ACTIVITY: Output each record in full, exactly as it stands.

INFORMATION:
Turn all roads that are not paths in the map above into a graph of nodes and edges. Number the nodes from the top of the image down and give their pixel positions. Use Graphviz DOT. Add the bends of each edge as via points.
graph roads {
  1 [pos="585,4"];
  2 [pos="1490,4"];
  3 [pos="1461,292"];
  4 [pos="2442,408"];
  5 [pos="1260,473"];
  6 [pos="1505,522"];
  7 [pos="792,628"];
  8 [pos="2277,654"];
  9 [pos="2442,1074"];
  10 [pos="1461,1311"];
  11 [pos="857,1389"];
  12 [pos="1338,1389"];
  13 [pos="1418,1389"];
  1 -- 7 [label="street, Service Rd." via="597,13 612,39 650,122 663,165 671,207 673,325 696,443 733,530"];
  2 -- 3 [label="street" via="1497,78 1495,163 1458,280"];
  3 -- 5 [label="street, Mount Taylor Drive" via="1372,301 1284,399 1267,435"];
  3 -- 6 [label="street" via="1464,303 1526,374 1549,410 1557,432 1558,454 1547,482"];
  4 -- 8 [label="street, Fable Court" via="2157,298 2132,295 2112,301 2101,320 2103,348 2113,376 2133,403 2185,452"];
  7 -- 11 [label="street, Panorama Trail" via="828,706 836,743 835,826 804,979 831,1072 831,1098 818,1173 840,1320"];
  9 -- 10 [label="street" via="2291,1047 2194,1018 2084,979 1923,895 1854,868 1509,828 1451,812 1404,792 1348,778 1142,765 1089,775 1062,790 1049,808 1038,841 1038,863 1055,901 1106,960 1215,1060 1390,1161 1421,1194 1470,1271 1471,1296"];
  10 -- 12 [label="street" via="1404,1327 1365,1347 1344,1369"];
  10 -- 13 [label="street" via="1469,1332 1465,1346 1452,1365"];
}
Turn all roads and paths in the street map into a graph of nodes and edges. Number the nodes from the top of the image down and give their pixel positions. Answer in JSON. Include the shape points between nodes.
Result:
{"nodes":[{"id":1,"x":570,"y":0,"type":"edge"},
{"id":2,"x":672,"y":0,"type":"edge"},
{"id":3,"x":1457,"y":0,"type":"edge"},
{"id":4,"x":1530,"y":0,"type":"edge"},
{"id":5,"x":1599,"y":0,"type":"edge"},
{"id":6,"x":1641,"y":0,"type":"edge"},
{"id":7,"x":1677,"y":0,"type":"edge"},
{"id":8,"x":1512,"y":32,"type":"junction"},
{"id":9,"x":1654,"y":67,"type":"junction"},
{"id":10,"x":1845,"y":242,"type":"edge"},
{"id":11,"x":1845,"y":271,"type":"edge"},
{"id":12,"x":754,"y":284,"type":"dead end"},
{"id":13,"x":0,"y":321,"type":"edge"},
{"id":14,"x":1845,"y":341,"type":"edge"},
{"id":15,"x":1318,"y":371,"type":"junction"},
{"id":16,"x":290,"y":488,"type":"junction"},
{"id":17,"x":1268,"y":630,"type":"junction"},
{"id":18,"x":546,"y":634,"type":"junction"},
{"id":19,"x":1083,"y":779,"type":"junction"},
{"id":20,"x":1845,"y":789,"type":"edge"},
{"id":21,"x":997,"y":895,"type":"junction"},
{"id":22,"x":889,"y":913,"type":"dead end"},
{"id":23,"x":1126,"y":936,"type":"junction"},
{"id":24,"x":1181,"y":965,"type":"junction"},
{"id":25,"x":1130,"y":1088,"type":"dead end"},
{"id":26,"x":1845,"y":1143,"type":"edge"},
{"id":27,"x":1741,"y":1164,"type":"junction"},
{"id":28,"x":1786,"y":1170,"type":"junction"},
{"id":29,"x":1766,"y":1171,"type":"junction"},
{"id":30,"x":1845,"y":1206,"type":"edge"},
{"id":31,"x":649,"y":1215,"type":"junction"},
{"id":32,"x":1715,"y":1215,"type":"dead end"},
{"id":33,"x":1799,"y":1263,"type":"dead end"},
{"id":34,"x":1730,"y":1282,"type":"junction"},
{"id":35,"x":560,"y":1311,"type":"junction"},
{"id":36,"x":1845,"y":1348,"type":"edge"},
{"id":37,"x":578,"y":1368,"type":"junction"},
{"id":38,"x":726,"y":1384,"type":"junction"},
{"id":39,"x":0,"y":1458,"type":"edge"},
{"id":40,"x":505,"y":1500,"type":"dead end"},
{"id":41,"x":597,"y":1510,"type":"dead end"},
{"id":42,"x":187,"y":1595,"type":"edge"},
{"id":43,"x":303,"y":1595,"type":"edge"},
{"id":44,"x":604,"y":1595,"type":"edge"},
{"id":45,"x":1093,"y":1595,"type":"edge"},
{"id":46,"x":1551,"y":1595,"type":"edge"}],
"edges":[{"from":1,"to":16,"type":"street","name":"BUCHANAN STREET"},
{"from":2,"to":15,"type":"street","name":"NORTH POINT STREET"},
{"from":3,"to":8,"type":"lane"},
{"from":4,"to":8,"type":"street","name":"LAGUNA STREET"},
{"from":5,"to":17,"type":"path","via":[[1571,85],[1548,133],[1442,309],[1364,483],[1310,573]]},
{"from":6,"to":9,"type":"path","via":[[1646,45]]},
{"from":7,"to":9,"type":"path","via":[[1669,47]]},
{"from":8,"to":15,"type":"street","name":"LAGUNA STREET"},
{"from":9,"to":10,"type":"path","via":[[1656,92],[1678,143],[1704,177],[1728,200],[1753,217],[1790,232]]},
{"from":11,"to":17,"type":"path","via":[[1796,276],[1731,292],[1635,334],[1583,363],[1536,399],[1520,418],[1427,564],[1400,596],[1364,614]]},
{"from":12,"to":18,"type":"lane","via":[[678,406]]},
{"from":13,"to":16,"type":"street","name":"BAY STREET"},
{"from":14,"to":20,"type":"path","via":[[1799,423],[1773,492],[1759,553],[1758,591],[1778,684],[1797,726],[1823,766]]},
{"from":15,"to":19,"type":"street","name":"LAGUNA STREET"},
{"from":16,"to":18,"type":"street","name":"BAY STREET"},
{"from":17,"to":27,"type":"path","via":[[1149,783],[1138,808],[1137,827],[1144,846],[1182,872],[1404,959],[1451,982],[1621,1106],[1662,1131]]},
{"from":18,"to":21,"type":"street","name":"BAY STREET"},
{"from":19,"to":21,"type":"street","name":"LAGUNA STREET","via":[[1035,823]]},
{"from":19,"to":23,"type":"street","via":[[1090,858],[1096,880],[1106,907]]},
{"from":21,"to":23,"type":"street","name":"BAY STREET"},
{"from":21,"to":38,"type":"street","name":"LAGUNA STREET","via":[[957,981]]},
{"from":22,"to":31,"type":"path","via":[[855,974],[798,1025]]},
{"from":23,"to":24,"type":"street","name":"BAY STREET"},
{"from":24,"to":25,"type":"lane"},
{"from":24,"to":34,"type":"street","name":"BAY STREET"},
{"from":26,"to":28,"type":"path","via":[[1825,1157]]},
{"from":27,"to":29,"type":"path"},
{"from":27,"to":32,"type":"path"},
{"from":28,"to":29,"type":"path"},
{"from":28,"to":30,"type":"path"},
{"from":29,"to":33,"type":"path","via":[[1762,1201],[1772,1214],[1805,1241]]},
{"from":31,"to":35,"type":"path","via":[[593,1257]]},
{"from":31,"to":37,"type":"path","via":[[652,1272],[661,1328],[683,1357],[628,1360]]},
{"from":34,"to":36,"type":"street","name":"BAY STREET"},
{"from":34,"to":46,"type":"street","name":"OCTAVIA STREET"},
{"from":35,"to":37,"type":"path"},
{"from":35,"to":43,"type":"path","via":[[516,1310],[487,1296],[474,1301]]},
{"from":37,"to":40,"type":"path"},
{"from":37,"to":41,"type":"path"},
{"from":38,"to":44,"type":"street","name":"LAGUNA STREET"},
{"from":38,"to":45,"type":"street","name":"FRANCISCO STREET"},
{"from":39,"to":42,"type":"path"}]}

ANSWER TO THIS TASK:
Turn all roads that are not paths in the map above into a graph of nodes and edges. Number the nodes from the top of the image down and give their pixel positions. Use Graphviz DOT. Add the bends of each edge as via points.
graph roads {
  1 [pos="585,4"];
  2 [pos="1490,4"];
  3 [pos="1461,292"];
  4 [pos="2442,408"];
  5 [pos="1260,473"];
  6 [pos="1505,522"];
  7 [pos="792,628"];
  8 [pos="2277,654"];
  9 [pos="2442,1074"];
  10 [pos="1461,1311"];
  11 [pos="857,1389"];
  12 [pos="1338,1389"];
  13 [pos="1418,1389"];
  1 -- 7 [label="street, Service Rd." via="597,13 612,39 650,122 663,165 671,207 673,325 696,443 733,530"];
  2 -- 3 [label="street" via="1497,78 1495,163 1458,280"];
  3 -- 5 [label="street, Mount Taylor Drive" via="1372,301 1284,399 1267,435"];
  3 -- 6 [label="street" via="1464,303 1526,374 1549,410 1557,432 1558,454 1547,482"];
  4 -- 8 [label="street, Fable Court" via="2157,298 2132,295 2112,301 2101,320 2103,348 2113,376 2133,403 2185,452"];
  7 -- 11 [label="street, Panorama Trail" via="828,706 836,743 835,826 804,979 831,1072 831,1098 818,1173 840,1320"];
  9 -- 10 [label="street" via="2291,1047 2194,1018 2084,979 1923,895 1854,868 1509,828 1451,812 1404,792 1348,778 1142,765 1089,775 1062,790 1049,808 1038,841 1038,863 1055,901 1106,960 1215,1060 1390,1161 1421,1194 1470,1271 1471,1296"];
  10 -- 12 [label="street" via="1404,1327 1365,1347 1344,1369"];
  10 -- 13 [label="street" via="1469,1332 1465,1346 1452,1365"];
}
Turn all roads and paths in the street map into a graph of nodes and edges. Number the nodes from the top of the image down and give their pixel positions. Answer in JSON. Include the shape points between nodes.
Result:
{"nodes":[{"id":1,"x":570,"y":0,"type":"edge"},
{"id":2,"x":672,"y":0,"type":"edge"},
{"id":3,"x":1457,"y":0,"type":"edge"},
{"id":4,"x":1530,"y":0,"type":"edge"},
{"id":5,"x":1599,"y":0,"type":"edge"},
{"id":6,"x":1641,"y":0,"type":"edge"},
{"id":7,"x":1677,"y":0,"type":"edge"},
{"id":8,"x":1512,"y":32,"type":"junction"},
{"id":9,"x":1654,"y":67,"type":"junction"},
{"id":10,"x":1845,"y":242,"type":"edge"},
{"id":11,"x":1845,"y":271,"type":"edge"},
{"id":12,"x":754,"y":284,"type":"dead end"},
{"id":13,"x":0,"y":321,"type":"edge"},
{"id":14,"x":1845,"y":341,"type":"edge"},
{"id":15,"x":1318,"y":371,"type":"junction"},
{"id":16,"x":290,"y":488,"type":"junction"},
{"id":17,"x":1268,"y":630,"type":"junction"},
{"id":18,"x":546,"y":634,"type":"junction"},
{"id":19,"x":1083,"y":779,"type":"junction"},
{"id":20,"x":1845,"y":789,"type":"edge"},
{"id":21,"x":997,"y":895,"type":"junction"},
{"id":22,"x":889,"y":913,"type":"dead end"},
{"id":23,"x":1126,"y":936,"type":"junction"},
{"id":24,"x":1181,"y":965,"type":"junction"},
{"id":25,"x":1130,"y":1088,"type":"dead end"},
{"id":26,"x":1845,"y":1143,"type":"edge"},
{"id":27,"x":1741,"y":1164,"type":"junction"},
{"id":28,"x":1786,"y":1170,"type":"junction"},
{"id":29,"x":1766,"y":1171,"type":"junction"},
{"id":30,"x":1845,"y":1206,"type":"edge"},
{"id":31,"x":649,"y":1215,"type":"junction"},
{"id":32,"x":1715,"y":1215,"type":"dead end"},
{"id":33,"x":1799,"y":1263,"type":"dead end"},
{"id":34,"x":1730,"y":1282,"type":"junction"},
{"id":35,"x":560,"y":1311,"type":"junction"},
{"id":36,"x":1845,"y":1348,"type":"edge"},
{"id":37,"x":578,"y":1368,"type":"junction"},
{"id":38,"x":726,"y":1384,"type":"junction"},
{"id":39,"x":0,"y":1458,"type":"edge"},
{"id":40,"x":505,"y":1500,"type":"dead end"},
{"id":41,"x":597,"y":1510,"type":"dead end"},
{"id":42,"x":187,"y":1595,"type":"edge"},
{"id":43,"x":303,"y":1595,"type":"edge"},
{"id":44,"x":604,"y":1595,"type":"edge"},
{"id":45,"x":1093,"y":1595,"type":"edge"},
{"id":46,"x":1551,"y":1595,"type":"edge"}],
"edges":[{"from":1,"to":16,"type":"street","name":"BUCHANAN STREET"},
{"from":2,"to":15,"type":"street","name":"NORTH POINT STREET"},
{"from":3,"to":8,"type":"lane"},
{"from":4,"to":8,"type":"street","name":"LAGUNA STREET"},
{"from":5,"to":17,"type":"path","via":[[1571,85],[1548,133],[1442,309],[1364,483],[1310,573]]},
{"from":6,"to":9,"type":"path","via":[[1646,45]]},
{"from":7,"to":9,"type":"path","via":[[1669,47]]},
{"from":8,"to":15,"type":"street","name":"LAGUNA STREET"},
{"from":9,"to":10,"type":"path","via":[[1656,92],[1678,143],[1704,177],[1728,200],[1753,217],[1790,232]]},
{"from":11,"to":17,"type":"path","via":[[1796,276],[1731,292],[1635,334],[1583,363],[1536,399],[1520,418],[1427,564],[1400,596],[1364,614]]},
{"from":12,"to":18,"type":"lane","via":[[678,406]]},
{"from":13,"to":16,"type":"street","name":"BAY STREET"},
{"from":14,"to":20,"type":"path","via":[[1799,423],[1773,492],[1759,553],[1758,591],[1778,684],[1797,726],[1823,766]]},
{"from":15,"to":19,"type":"street","name":"LAGUNA STREET"},
{"from":16,"to":18,"type":"street","name":"BAY STREET"},
{"from":17,"to":27,"type":"path","via":[[1149,783],[1138,808],[1137,827],[1144,846],[1182,872],[1404,959],[1451,982],[1621,1106],[1662,1131]]},
{"from":18,"to":21,"type":"street","name":"BAY STREET"},
{"from":19,"to":21,"type":"street","name":"LAGUNA STREET","via":[[1035,823]]},
{"from":19,"to":23,"type":"street","via":[[1090,858],[1096,880],[1106,907]]},
{"from":21,"to":23,"type":"street","name":"BAY STREET"},
{"from":21,"to":38,"type":"street","name":"LAGUNA STREET","via":[[957,981]]},
{"from":22,"to":31,"type":"path","via":[[855,974],[798,1025]]},
{"from":23,"to":24,"type":"street","name":"BAY STREET"},
{"from":24,"to":25,"type":"lane"},
{"from":24,"to":34,"type":"street","name":"BAY STREET"},
{"from":26,"to":28,"type":"path","via":[[1825,1157]]},
{"from":27,"to":29,"type":"path"},
{"from":27,"to":32,"type":"path"},
{"from":28,"to":29,"type":"path"},
{"from":28,"to":30,"type":"path"},
{"from":29,"to":33,"type":"path","via":[[1762,1201],[1772,1214],[1805,1241]]},
{"from":31,"to":35,"type":"path","via":[[593,1257]]},
{"from":31,"to":37,"type":"path","via":[[652,1272],[661,1328],[683,1357],[628,1360]]},
{"from":34,"to":36,"type":"street","name":"BAY STREET"},
{"from":34,"to":46,"type":"street","name":"OCTAVIA STREET"},
{"from":35,"to":37,"type":"path"},
{"from":35,"to":43,"type":"path","via":[[516,1310],[487,1296],[474,1301]]},
{"from":37,"to":40,"type":"path"},
{"from":37,"to":41,"type":"path"},
{"from":38,"to":44,"type":"street","name":"LAGUNA STREET"},
{"from":38,"to":45,"type":"street","name":"FRANCISCO STREET"},
{"from":39,"to":42,"type":"path"}]}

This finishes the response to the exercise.